Monday, September 03, 2007

Good Lecture

This is one of my favorite lectures and I thought that It would pertain to the discussion so far... I'm not sure how to imbed video yet, so here is the link to the lecture:
http://www.ted.com/index.php/talks/view/id/98

The lecture is about the way we look at the "real" world, and other stuff.

4 comments:

marc said...

thanks...
please respond about cameras below mike...

marc said...

in post below...

marc said...

3 clear scales here...

DionysiosNeo said...

I am some what critical of the idea that we can form Dialectics between linguistics/metaphors and architecture or conceptions of physical causalities and architecture. However one thing Richard Dawkin's speech discusses, is the issue of scale and the scale of cognitive understanding.
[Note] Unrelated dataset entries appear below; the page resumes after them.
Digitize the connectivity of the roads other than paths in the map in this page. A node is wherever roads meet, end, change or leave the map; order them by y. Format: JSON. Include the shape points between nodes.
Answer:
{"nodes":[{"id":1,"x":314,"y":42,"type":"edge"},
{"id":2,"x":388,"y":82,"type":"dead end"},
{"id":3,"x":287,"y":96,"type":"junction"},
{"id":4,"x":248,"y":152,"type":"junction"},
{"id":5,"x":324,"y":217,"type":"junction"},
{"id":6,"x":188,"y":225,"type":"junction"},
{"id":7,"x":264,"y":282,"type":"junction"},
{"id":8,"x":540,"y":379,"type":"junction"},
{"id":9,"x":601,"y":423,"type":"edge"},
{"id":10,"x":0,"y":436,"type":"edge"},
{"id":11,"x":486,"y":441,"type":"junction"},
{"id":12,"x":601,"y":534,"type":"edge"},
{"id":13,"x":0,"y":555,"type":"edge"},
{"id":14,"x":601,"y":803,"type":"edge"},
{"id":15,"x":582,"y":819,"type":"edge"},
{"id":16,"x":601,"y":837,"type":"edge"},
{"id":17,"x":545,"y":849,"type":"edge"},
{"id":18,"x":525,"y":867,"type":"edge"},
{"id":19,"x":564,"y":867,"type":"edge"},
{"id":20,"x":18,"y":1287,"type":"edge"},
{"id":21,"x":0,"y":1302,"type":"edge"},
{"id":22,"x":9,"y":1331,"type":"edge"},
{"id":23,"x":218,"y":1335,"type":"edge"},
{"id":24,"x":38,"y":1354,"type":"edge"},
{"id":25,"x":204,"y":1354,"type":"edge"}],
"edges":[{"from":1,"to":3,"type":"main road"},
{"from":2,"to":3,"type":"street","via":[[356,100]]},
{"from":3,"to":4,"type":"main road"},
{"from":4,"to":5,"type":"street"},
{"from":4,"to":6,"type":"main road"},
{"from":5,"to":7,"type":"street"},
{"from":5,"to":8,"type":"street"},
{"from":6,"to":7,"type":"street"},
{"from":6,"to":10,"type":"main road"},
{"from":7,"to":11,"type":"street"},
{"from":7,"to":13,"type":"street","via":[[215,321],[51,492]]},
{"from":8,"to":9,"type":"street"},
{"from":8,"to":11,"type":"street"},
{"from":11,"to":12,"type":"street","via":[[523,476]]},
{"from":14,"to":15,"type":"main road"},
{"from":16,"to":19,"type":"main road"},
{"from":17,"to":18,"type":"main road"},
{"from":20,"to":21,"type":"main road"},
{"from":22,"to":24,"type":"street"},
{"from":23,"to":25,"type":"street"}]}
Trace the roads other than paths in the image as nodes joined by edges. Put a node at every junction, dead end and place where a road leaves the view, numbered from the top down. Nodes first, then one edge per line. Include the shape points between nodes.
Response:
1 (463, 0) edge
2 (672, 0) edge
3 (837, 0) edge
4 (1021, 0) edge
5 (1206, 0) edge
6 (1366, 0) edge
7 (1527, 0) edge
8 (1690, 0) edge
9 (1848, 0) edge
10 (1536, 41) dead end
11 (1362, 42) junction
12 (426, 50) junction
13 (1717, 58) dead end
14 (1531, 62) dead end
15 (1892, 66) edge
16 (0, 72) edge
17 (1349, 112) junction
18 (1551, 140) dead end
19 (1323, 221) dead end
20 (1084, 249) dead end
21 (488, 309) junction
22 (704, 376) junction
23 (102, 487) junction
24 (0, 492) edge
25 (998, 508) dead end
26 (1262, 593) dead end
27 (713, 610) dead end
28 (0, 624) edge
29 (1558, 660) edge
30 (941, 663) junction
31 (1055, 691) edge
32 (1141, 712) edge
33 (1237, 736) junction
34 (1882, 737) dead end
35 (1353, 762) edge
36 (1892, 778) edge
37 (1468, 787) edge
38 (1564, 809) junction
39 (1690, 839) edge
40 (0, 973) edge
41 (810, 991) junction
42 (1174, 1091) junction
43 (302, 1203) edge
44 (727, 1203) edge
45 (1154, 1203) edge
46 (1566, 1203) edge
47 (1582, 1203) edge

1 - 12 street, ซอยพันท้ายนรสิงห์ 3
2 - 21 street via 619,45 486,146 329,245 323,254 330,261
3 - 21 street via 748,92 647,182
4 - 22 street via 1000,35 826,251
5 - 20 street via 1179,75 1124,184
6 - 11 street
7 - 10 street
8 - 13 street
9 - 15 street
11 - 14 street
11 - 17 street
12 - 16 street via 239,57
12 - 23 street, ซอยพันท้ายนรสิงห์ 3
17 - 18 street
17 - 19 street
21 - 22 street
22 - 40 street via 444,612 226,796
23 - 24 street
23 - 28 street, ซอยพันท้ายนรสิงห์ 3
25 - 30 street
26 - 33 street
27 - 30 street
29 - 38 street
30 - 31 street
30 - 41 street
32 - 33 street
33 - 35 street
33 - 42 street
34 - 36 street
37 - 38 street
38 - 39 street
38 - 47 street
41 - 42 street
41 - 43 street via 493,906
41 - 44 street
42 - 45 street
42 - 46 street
The idea of "Middle Worlds" as the scaled universe our minds model off of may be a means to translate these cognitive issues of thought to architecture (Without reality of scale these things we explroe can not be assimilated with architecture; they will not exist in the same family). If we can use conceptions of physical causalities and the structure of linguistic metaphors to possibly begin to understand the modeling software of our own "neuro anotomoy", then we may be able to make assimilations to a scaled architecture which is inherently understood by this neuro anatomy of humans. Within the idea of neuro anotomy we can then find issues of synaesthesia that can form dialectics with architecture. As Dawkins mentions our minds are structured to a middle world scaled to human life, independent from other life on earth, he claims it is intuitively social. We must keep our thoughts from growing "queer", as architects the issue of scale as a means to form true dialectic comparisons needs to be respected. Linguistic metaphors and conception of causality need to be grounded to this "Middle world", it is there where architecture exists and only there can it prove truthfully innovative for our thesis.